Activity:
Whenever a line contains the string "pinky", copy it out of the entries.

Data supplied:
┌────────

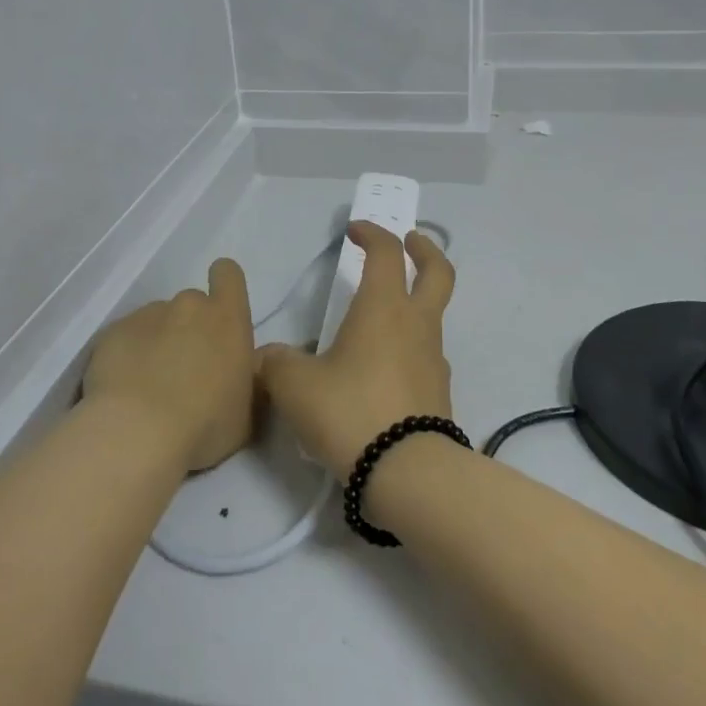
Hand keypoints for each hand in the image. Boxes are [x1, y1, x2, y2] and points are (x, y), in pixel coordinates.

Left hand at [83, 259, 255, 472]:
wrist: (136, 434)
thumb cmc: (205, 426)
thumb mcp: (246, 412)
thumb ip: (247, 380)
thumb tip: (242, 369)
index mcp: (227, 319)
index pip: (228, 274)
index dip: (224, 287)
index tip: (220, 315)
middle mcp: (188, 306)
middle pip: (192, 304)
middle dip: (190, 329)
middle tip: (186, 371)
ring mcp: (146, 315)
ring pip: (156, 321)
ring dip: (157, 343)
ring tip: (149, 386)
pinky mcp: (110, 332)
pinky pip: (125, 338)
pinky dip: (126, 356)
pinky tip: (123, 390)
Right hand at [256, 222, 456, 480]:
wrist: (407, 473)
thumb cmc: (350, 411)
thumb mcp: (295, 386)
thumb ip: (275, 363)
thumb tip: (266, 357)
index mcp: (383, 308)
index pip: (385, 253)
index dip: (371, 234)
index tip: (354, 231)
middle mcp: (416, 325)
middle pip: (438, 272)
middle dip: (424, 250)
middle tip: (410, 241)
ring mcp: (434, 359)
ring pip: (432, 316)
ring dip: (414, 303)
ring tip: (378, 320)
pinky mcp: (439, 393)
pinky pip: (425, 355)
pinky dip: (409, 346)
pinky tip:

└────────

Task answer:
pinky mcp: (110, 332)
pinky pip: (125, 338)
pinky dip: (126, 356)
pinky tip: (123, 390)
pinky mcp: (439, 393)
pinky pip: (425, 355)
pinky dip: (409, 346)
pinky tip:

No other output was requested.